White House’s New Techie-in-Chief Is An Ex-Microsoft Man

Steven VanRoekel, current managing director of the FCC and former Microsoft executive, will become the Chief Information Officer (CIO) for the federal government this Thursday and be responsible for the country’s $US80 billion-a-year IT budget.

The CIO is a relatively new position, created by the current Obama administration, and is primarily responsible for creating “transparency, accountability, and citizen participation in Federal Government through the use of innovative IT strategies.” This means not only managing the IT budget, but improving security practices, increasing efficiency and generally making the Federal government run more smoothly.
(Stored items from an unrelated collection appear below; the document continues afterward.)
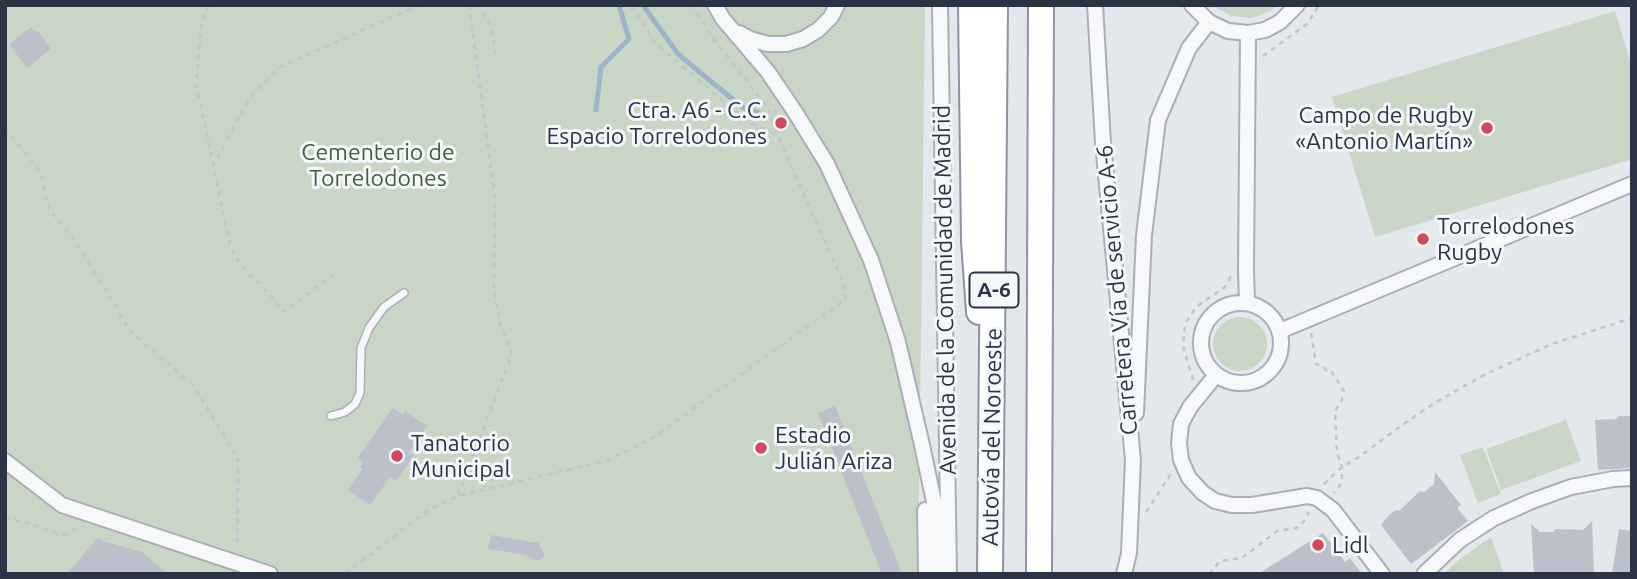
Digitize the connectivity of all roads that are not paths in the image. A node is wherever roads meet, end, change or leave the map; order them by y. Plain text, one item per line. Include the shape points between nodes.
1 (715, 5) edge
2 (837, 5) edge
3 (940, 5) edge
4 (971, 5) edge
5 (995, 5) edge
6 (1041, 5) edge
7 (1095, 5) edge
8 (1192, 5) edge
9 (1297, 5) edge
10 (1209, 22) junction
11 (735, 31) junction
12 (1248, 33) junction
13 (1632, 184) edge
14 (404, 293) dead end
15 (1247, 303) junction
16 (1280, 331) junction
17 (1216, 375) junction
18 (331, 416) dead end
19 (922, 446) junction
20 (1133, 460) junction
21 (5, 461) edge
22 (1632, 478) edge
23 (993, 479) junction
24 (270, 574) edge
25 (926, 574) edge
26 (937, 574) edge
27 (949, 574) edge
28 (990, 574) edge
29 (1039, 574) edge
30 (1124, 574) edge
31 (1382, 574) edge
32 (1424, 574) edge

1 - 11 street
2 - 11 street via 818,30 786,44 768,44
3 - 27 street, Avenida de la Comunidad de Madrid
4 - 23 highway via 974,241
5 - 23 highway, Autovía del Noroeste / A-6
6 - 29 highway, Autovía del Noroeste / A-6
7 - 20 street, Carretera Vía de servicio A-6 via 1103,143
8 - 10 street
9 - 12 street via 1280,22
10 - 12 street via 1228,31
10 - 20 street via 1189,48 1158,120 1144,235
11 - 19 street via 768,72 827,164 871,260 898,342
12 - 15 street
13 - 16 street
14 - 18 lane via 384,307 369,328 361,348 360,393 355,404
15 - 16 street via 1261,308
15 - 17 street via 1230,304 1204,327 1200,344
16 - 17 street via 1279,356 1264,377 1231,383
17 - 31 street via 1181,424 1181,460 1188,478 1215,501 1232,505 1323,495
19 - 25 street
19 - 26 street via 934,502
20 - 30 street, Carretera Vía de servicio A-6
21 - 24 street via 62,505
22 - 32 street via 1571,487 1532,500 1460,540
23 - 28 highway, Autovía del Noroeste / A-6

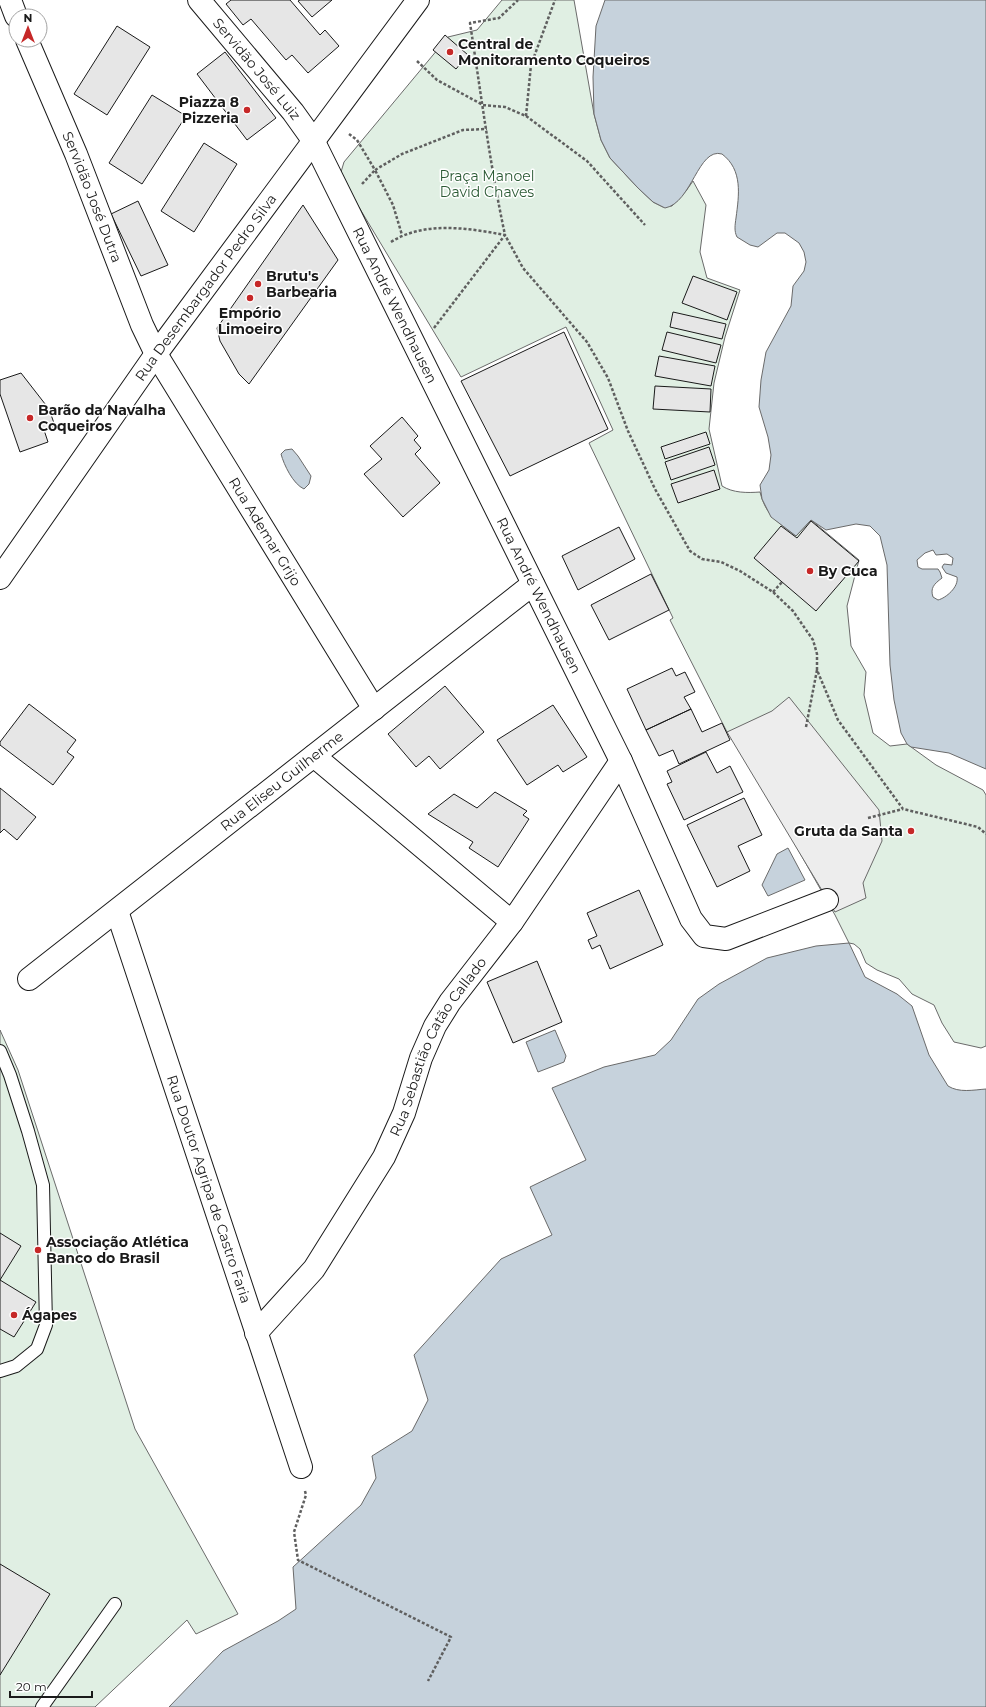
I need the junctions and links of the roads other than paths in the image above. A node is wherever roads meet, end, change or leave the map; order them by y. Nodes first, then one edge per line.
1 (199, 0) edge
2 (418, 0) edge
3 (30, 48) edge
4 (313, 140) junction
5 (156, 354) junction
6 (0, 578) edge
7 (533, 584) junction
8 (374, 709) junction
9 (314, 756) junction
10 (621, 761) junction
11 (827, 900) dead end
12 (117, 911) junction
13 (512, 922) junction
14 (29, 979) dead end
15 (0, 1051) edge
16 (256, 1333) junction
17 (0, 1371) edge
18 (301, 1468) road end
19 (115, 1604) dead end
20 (42, 1707) edge

1 - 4 street, Servidão José Luiz
2 - 4 street, Rua Desembargador Pedro Silva
3 - 5 street, Servidão José Dutra
4 - 5 street, Rua Desembargador Pedro Silva
4 - 7 street, Rua André Wendhausen
5 - 6 street, Rua Desembargador Pedro Silva
5 - 8 street, Rua Ademar Grijo
7 - 8 street, Rua Eliseu Guilherme
7 - 10 street, Rua André Wendhausen
8 - 9 street, Rua Eliseu Guilherme
9 - 12 street, Rua Eliseu Guilherme
9 - 13 street
10 - 11 street, Rua André Wendhausen
10 - 13 street, Rua Sebastião Catão Callado
12 - 14 street, Rua Eliseu Guilherme
12 - 16 street, Rua Doutor Agripa de Castro Faria
13 - 16 street, Rua Sebastião Catão Callado
15 - 17 lane
16 - 18 street, Rua Doutor Agripa de Castro Faria
19 - 20 lane

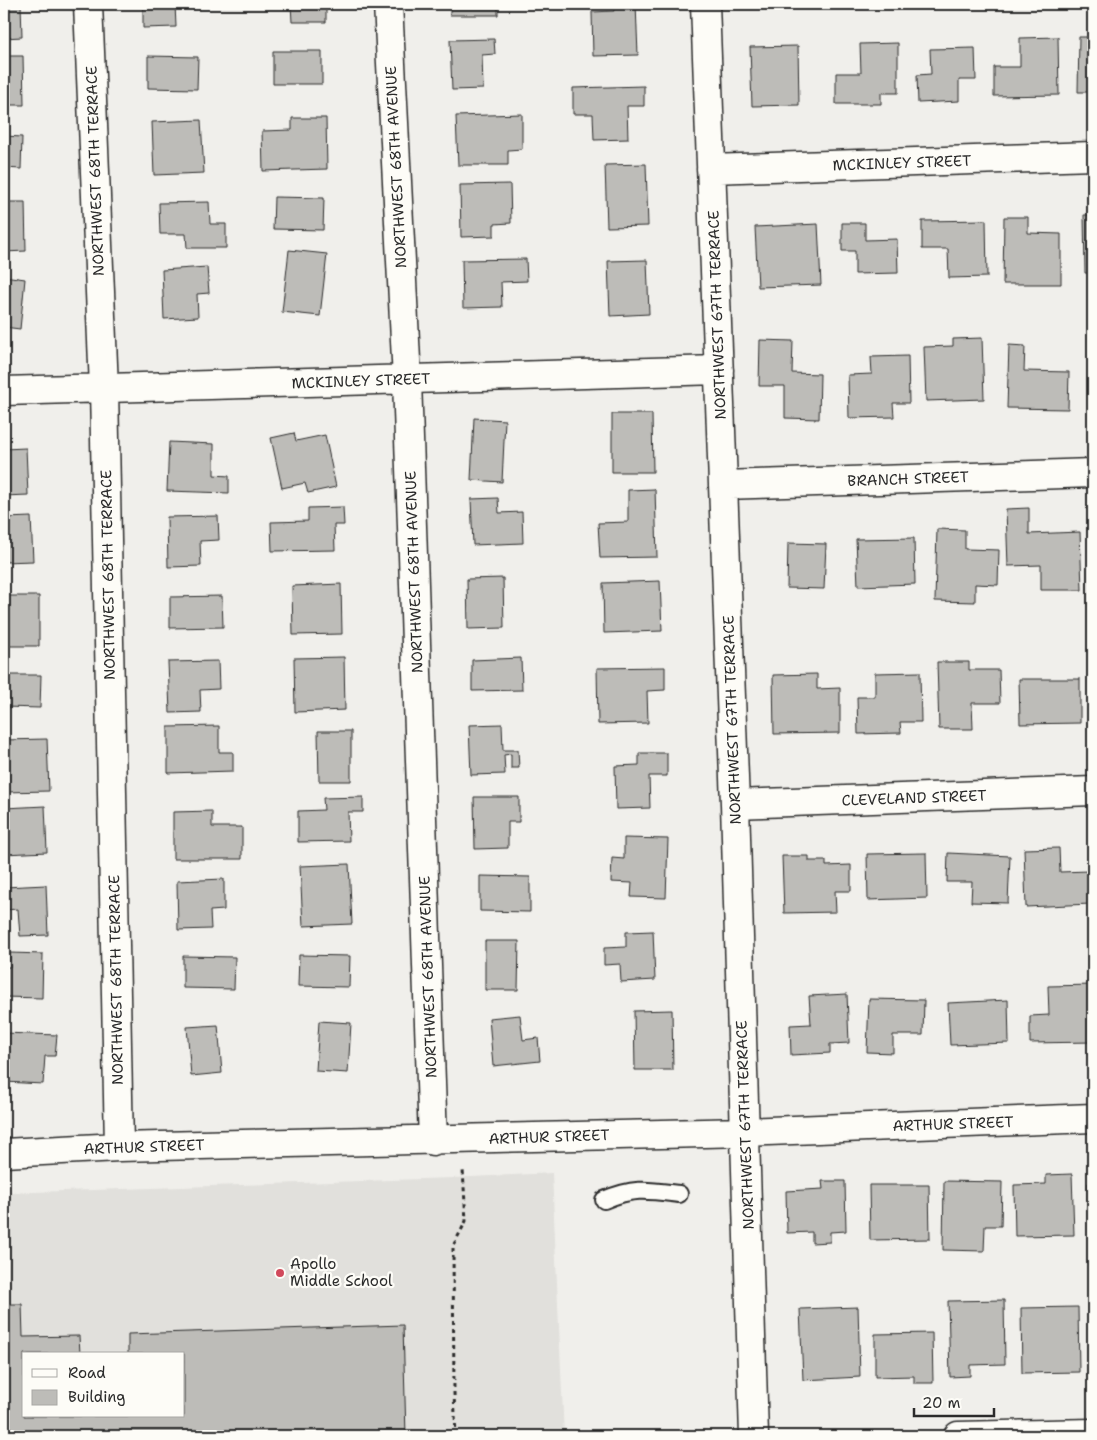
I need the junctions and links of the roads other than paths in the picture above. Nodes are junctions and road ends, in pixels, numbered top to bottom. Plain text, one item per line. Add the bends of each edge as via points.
1 (88, 4) edge
2 (388, 4) edge
3 (705, 4) edge
4 (1093, 156) edge
5 (711, 170) junction
6 (719, 370) junction
7 (408, 380) junction
8 (104, 388) junction
9 (4, 391) edge
10 (1093, 473) edge
11 (723, 485) junction
12 (1093, 791) edge
13 (735, 804) junction
14 (1093, 1118) edge
15 (746, 1132) junction
16 (433, 1140) junction
17 (119, 1147) junction
18 (4, 1153) edge
19 (679, 1194) dead end
20 (604, 1200) dead end
21 (1087, 1434) edge
22 (754, 1436) edge
23 (958, 1436) edge

1 - 8 street, NORTHWEST 68TH TERRACE
2 - 7 street, NORTHWEST 68TH AVENUE
3 - 5 street, NORTHWEST 67TH TERRACE
4 - 5 street, MCKINLEY STREET
5 - 6 street, NORTHWEST 67TH TERRACE
6 - 7 street, MCKINLEY STREET
6 - 11 street, NORTHWEST 67TH TERRACE
7 - 8 street, MCKINLEY STREET
7 - 16 street, NORTHWEST 68TH AVENUE
8 - 9 street, MCKINLEY STREET
8 - 17 street, NORTHWEST 68TH TERRACE
10 - 11 street, BRANCH STREET
11 - 13 street, NORTHWEST 67TH TERRACE
12 - 13 street, CLEVELAND STREET
13 - 15 street, NORTHWEST 67TH TERRACE
14 - 15 street, ARTHUR STREET
15 - 16 street, ARTHUR STREET
15 - 22 street, NORTHWEST 67TH TERRACE
16 - 17 street, ARTHUR STREET
17 - 18 street, ARTHUR STREET
19 - 20 lane via 644,1189
21 - 23 street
VanRoekel comes from the the Federal Communications Commission where he oversaw all operational aspects of the agency and helped in the agency’s adoption of new technology and media. Before that, he served as a Microsoft executive in the Windows Server and Tools division.

He’s certainly no stranger to improving efficiency through strategic technology implementation. When he was still the director of midsize business solutions strategy, he headed up the development of Windows Essential Business Server which was “designed to help midsize businesses achieve greater efficiency by simplifying the management and deployment of the company’s infrastructure, while also facilitating greater integration, security and automation of specific tasks.”

The former CIO, Vivek Kundra, has held the position since March of 2009 and introduced programs like the IT Dashboard, a publicly available site that tracks the spending vs progress of federal IT projects (through which they pared under-performing projects worth an estimated $US3 billion in savings), and nudged the Feds towards The Cloud rather than relying on desktop computing.